Exercise inputs

● ● ● ● ●

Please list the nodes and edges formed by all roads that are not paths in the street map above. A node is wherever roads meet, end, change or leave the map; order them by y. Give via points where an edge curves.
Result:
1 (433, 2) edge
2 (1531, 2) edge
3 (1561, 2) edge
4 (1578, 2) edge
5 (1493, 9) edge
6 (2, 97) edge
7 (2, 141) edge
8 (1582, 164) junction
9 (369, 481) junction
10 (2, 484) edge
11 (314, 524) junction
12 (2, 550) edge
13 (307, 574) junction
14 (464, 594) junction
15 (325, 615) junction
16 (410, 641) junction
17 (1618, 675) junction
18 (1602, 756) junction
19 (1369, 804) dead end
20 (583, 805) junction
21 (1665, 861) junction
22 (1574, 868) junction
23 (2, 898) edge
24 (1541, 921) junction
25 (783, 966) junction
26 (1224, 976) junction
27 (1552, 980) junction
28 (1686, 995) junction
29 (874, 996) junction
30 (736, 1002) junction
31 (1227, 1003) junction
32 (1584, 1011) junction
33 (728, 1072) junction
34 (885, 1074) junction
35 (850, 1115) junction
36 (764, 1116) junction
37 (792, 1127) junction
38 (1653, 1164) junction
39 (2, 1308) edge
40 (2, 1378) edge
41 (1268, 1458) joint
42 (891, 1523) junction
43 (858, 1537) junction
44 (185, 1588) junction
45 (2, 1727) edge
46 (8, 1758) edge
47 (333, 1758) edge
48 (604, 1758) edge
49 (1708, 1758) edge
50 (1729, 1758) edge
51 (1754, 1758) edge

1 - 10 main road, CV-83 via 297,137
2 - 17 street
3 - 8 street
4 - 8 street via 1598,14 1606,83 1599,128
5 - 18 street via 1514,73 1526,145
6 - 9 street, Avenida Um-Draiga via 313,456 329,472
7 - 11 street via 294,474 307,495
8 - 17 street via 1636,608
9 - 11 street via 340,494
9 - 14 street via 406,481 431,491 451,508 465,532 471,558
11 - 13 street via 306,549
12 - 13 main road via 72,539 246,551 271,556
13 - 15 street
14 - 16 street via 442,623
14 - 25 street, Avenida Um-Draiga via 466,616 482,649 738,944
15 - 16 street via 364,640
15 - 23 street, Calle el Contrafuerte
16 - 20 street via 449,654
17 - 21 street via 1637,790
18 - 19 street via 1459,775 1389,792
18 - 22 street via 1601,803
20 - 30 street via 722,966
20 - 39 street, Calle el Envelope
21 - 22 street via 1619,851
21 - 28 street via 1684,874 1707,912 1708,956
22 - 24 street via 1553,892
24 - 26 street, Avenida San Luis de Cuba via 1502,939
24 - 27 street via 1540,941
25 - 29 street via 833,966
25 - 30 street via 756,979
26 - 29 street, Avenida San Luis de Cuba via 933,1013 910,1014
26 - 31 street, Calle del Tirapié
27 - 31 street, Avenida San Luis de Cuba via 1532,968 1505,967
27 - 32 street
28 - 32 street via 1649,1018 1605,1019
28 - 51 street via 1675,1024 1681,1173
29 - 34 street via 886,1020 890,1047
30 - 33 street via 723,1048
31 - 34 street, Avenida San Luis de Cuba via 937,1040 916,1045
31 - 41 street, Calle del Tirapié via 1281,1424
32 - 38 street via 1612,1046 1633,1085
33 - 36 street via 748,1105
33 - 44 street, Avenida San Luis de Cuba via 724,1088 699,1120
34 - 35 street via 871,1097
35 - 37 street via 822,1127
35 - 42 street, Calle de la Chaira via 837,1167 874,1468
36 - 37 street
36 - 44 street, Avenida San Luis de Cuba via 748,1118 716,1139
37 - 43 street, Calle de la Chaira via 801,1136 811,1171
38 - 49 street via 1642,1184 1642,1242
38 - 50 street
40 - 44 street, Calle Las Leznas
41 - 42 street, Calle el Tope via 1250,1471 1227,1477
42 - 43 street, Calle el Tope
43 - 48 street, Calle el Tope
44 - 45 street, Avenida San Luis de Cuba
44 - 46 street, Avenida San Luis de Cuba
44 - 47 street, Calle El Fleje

● ● ● ● ●

Prompt
Where does the string "main" occur in the data above? Copy every line that holds it.

Task output
1 - 10 main road, CV-83 via 297,137
12 - 13 main road via 72,539 246,551 271,556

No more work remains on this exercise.